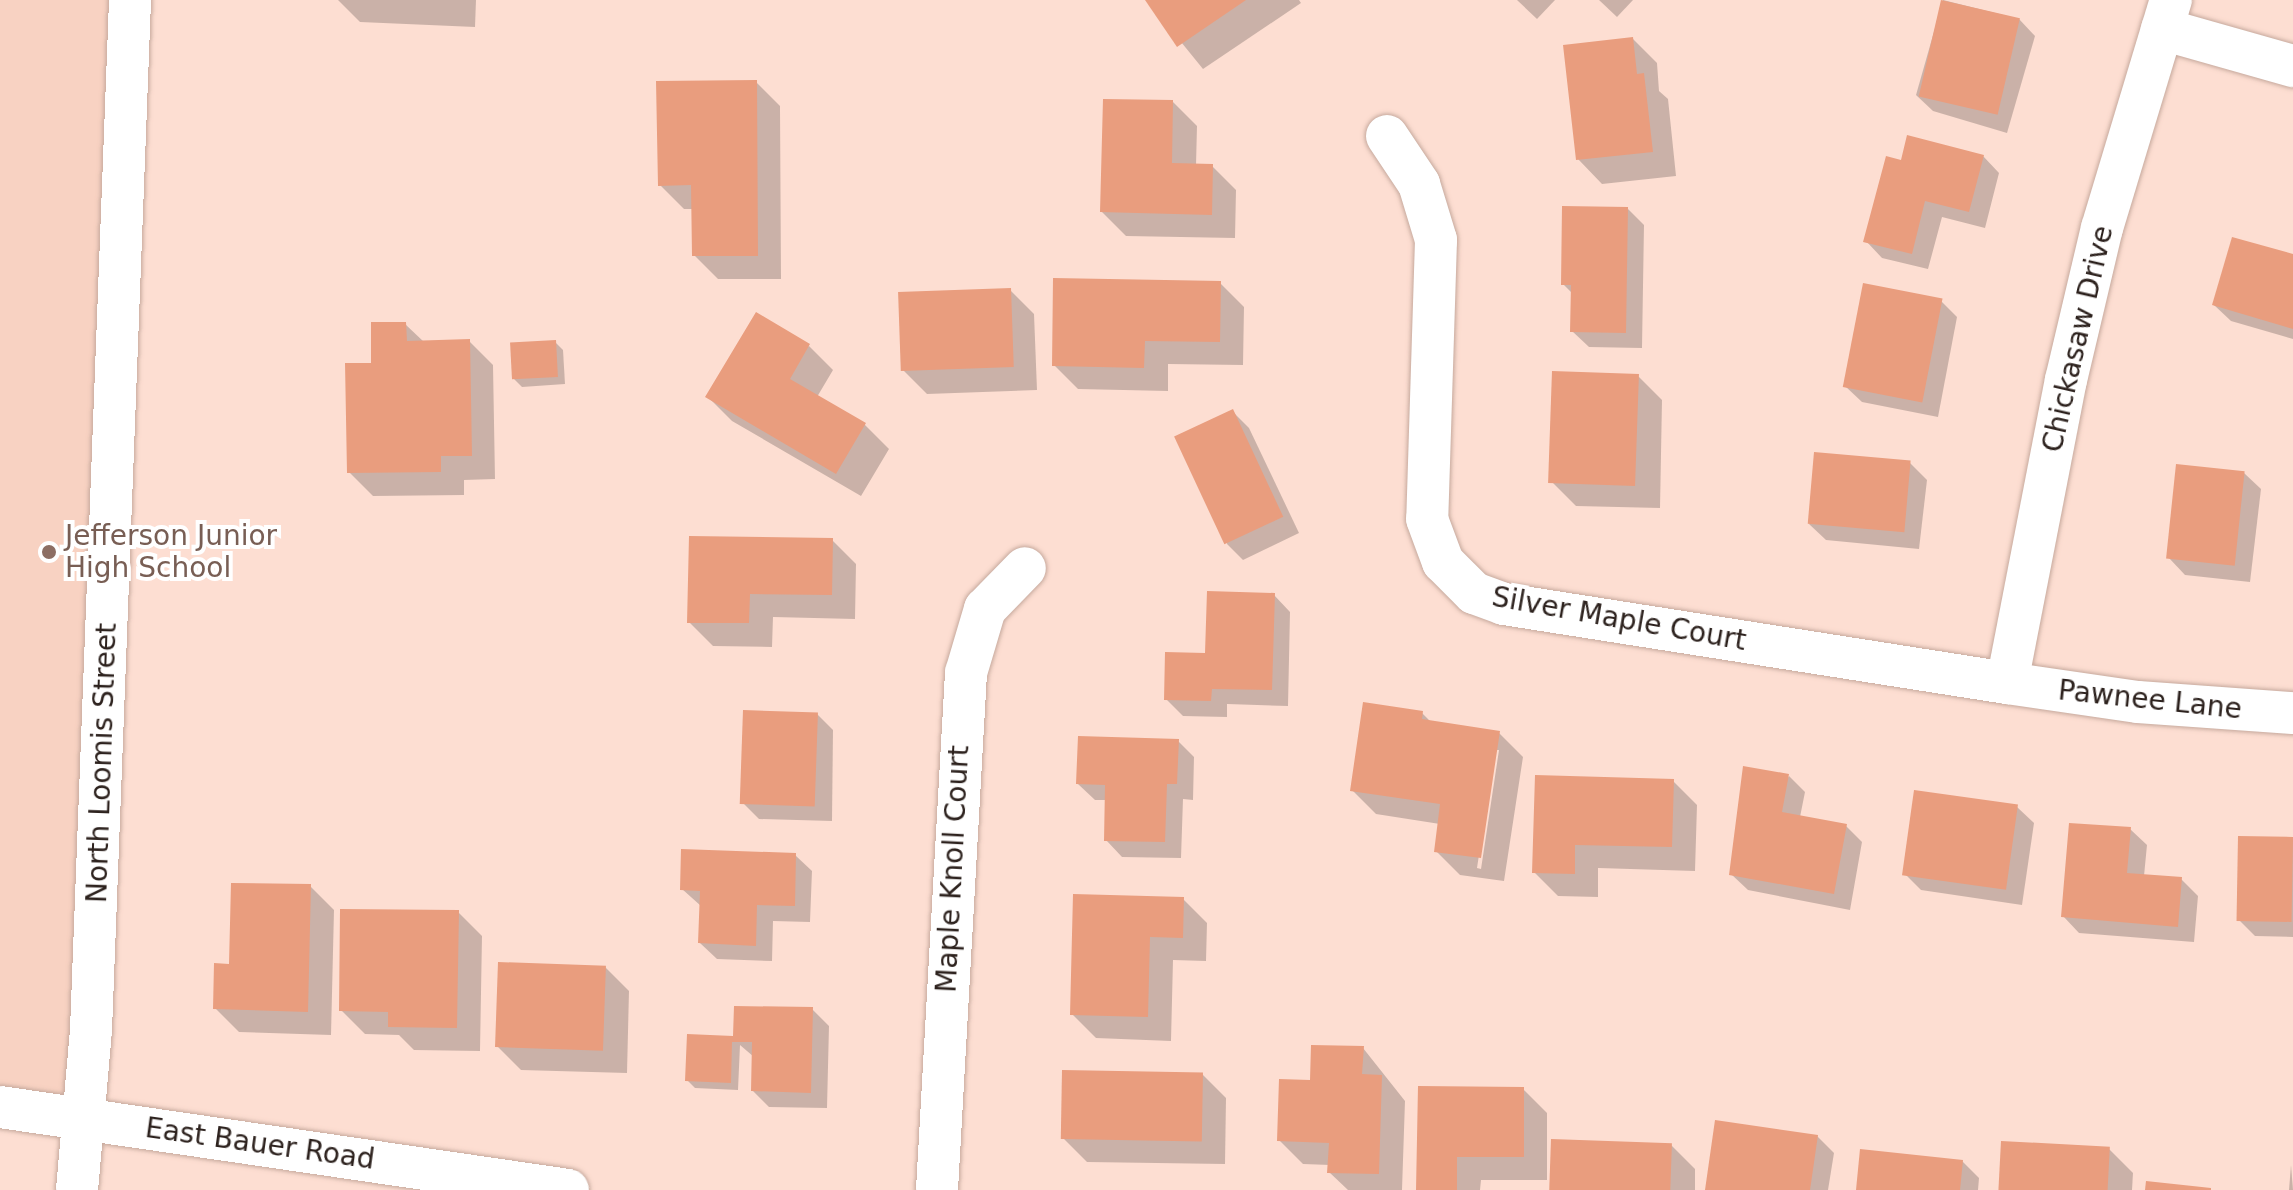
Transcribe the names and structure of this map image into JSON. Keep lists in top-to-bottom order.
{
  "streets": {
    "street": [
      "Chickasaw Drive",
      "Silver Maple Court",
      "Pawnee Lane",
      "North Loomis Street",
      "Maple Knoll Court",
      "East Bauer Road"
    ]
  },
  "crossings": [
    ["Chickasaw Drive", "Silver Maple Court"],
    ["Chickasaw Drive", "Pawnee Lane"],
    ["Silver Maple Court", "Pawnee Lane"],
    ["North Loomis Street", "East Bauer Road"]
  ],
  "places": ["Jefferson Junior High School"]
}
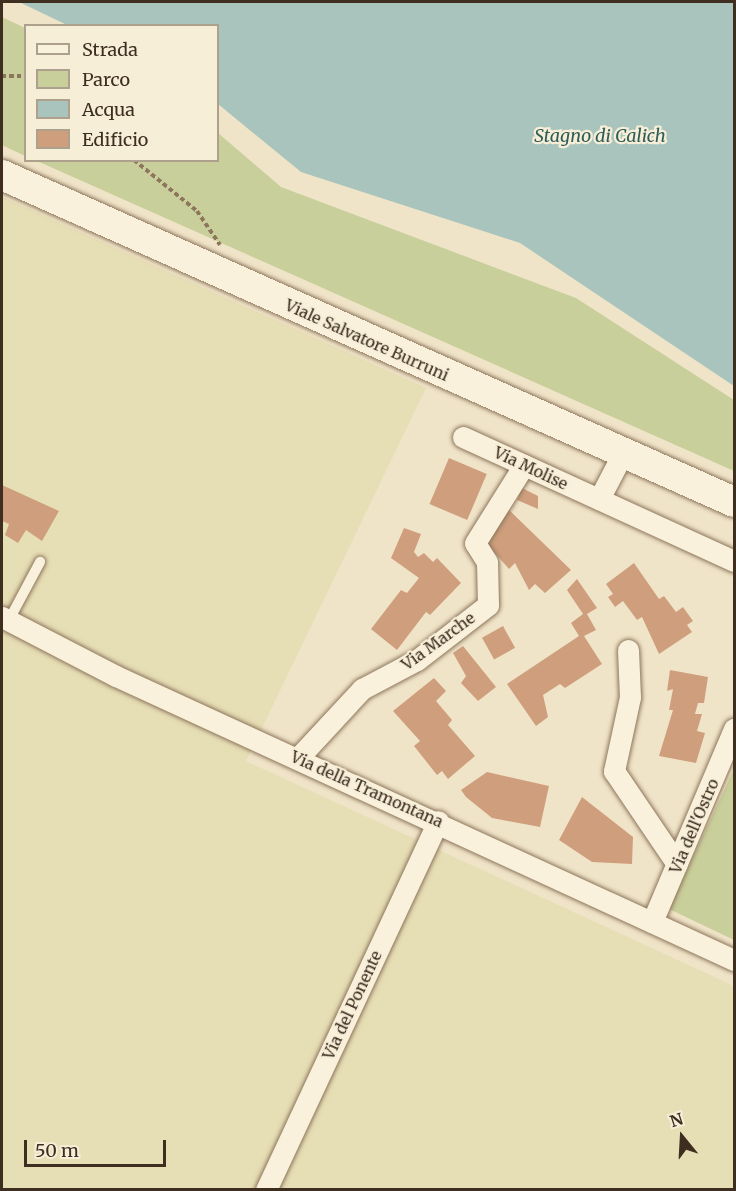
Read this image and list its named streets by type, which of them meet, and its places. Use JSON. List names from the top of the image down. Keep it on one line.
{"streets":{"main road":["Viale Salvatore Burruni"],"street":["Via Molise","Via Marche","Via della Tramontana","Via dell'Ostro","Via del Ponente"]},"crossings":[["Via Molise","Via Marche"],["Via Marche","Via della Tramontana"],["Via della Tramontana","Via dell'Ostro"],["Via della Tramontana","Via del Ponente"]],"water":["Stagno di Calich"],"legend":["Strada","Parco","Acqua","Edificio"],"scale_bar":"50 m","north":"top"}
☆ ☆ ☆ ☆ ☆
TASK ITEM: Copy every line above exactly; images stay out.

EXERCISE RESULT:
Transcribe the names and structure of this map image into JSON. Keep lists in top-to-bottom order.
{
  "streets": {
    "street": [
      "Chickasaw Drive",
      "Silver Maple Court",
      "Pawnee Lane",
      "North Loomis Street",
      "Maple Knoll Court",
      "East Bauer Road"
    ]
  },
  "crossings": [
    ["Chickasaw Drive", "Silver Maple Court"],
    ["Chickasaw Drive", "Pawnee Lane"],
    ["Silver Maple Court", "Pawnee Lane"],
    ["North Loomis Street", "East Bauer Road"]
  ],
  "places": ["Jefferson Junior High School"]
}
Read this image and list its named streets by type, which of them meet, and its places. Use JSON. List names from the top of the image down. Keep it on one line.
{"streets":{"main road":["Viale Salvatore Burruni"],"street":["Via Molise","Via Marche","Via della Tramontana","Via dell'Ostro","Via del Ponente"]},"crossings":[["Via Molise","Via Marche"],["Via Marche","Via della Tramontana"],["Via della Tramontana","Via dell'Ostro"],["Via della Tramontana","Via del Ponente"]],"water":["Stagno di Calich"],"legend":["Strada","Parco","Acqua","Edificio"],"scale_bar":"50 m","north":"top"}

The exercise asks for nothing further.